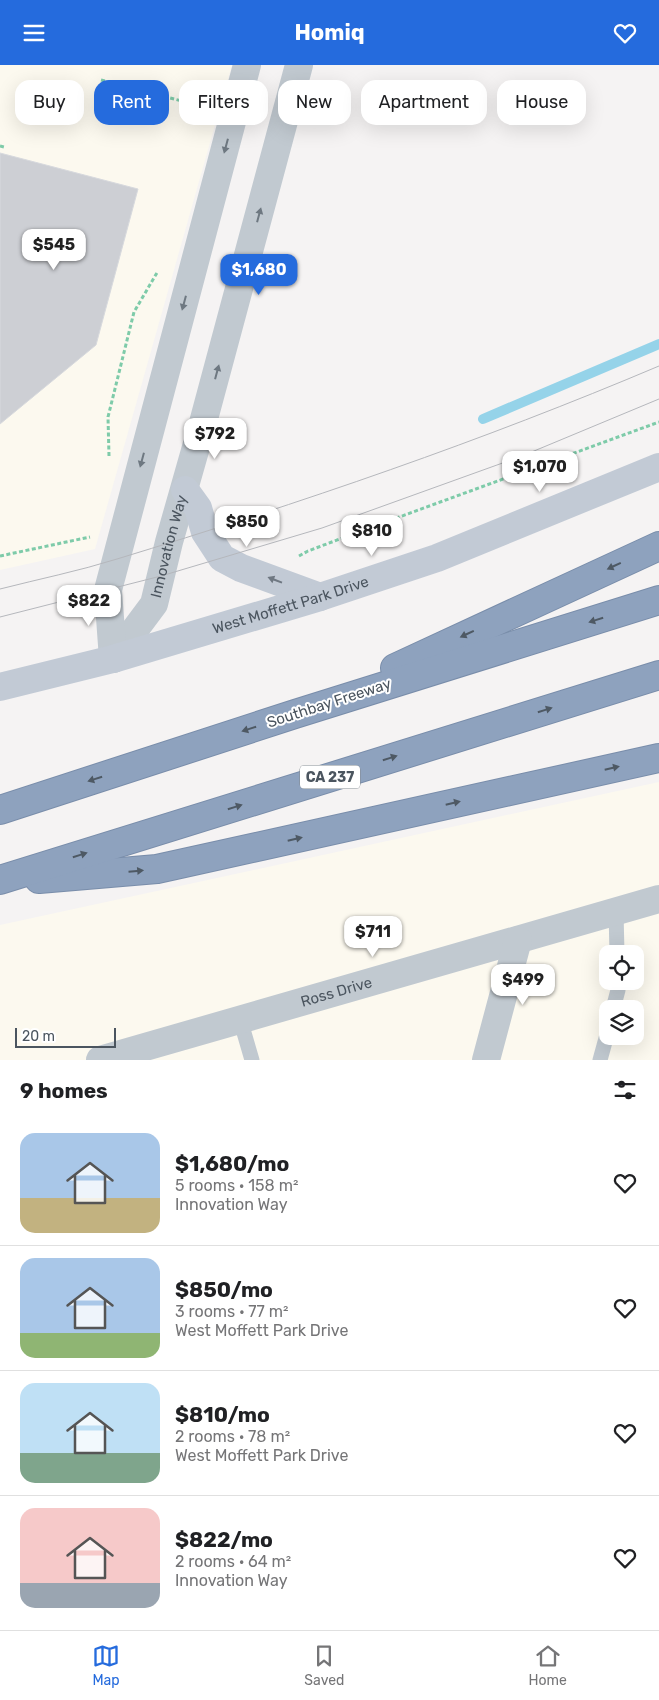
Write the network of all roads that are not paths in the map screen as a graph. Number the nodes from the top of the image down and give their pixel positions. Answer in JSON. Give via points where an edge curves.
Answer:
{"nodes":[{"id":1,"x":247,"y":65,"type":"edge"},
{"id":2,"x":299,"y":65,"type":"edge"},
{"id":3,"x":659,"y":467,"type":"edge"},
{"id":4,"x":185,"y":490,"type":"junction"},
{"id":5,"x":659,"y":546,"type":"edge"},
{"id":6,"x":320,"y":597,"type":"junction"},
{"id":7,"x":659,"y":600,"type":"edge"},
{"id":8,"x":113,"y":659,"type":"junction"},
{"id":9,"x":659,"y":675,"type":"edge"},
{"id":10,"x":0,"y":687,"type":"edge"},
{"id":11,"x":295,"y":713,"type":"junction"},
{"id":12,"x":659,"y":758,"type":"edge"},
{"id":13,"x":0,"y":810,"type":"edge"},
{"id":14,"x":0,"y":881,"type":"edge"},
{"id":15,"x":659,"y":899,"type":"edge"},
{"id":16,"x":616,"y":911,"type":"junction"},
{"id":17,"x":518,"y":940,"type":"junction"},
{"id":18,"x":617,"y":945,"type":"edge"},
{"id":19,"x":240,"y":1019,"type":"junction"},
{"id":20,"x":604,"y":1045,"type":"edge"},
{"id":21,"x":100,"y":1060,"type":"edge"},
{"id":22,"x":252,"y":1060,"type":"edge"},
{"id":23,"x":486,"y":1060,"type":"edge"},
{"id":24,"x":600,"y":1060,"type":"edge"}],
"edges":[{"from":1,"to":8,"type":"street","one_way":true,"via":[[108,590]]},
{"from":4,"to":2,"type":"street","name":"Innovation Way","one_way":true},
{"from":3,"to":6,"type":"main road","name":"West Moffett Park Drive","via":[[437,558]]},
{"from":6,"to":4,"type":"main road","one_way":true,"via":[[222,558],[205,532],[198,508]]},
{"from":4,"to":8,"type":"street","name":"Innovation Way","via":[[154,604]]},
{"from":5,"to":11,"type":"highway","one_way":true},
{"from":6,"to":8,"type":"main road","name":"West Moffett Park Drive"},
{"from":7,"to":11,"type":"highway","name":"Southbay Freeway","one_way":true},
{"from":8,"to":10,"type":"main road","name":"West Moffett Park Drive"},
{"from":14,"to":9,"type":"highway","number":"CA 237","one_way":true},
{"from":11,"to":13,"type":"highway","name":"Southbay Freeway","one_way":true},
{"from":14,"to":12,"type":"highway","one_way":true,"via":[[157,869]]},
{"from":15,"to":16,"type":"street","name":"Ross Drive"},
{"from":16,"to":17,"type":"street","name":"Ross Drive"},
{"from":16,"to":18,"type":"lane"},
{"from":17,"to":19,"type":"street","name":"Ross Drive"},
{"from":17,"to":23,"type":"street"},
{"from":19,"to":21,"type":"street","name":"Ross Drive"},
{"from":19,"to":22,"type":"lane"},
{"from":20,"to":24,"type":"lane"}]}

__Activity__. Scan the lines above, and whenever one holds the string "lane", copy it.

__Your solution__.
{"from":16,"to":18,"type":"lane"},
{"from":19,"to":22,"type":"lane"},
{"from":20,"to":24,"type":"lane"}]}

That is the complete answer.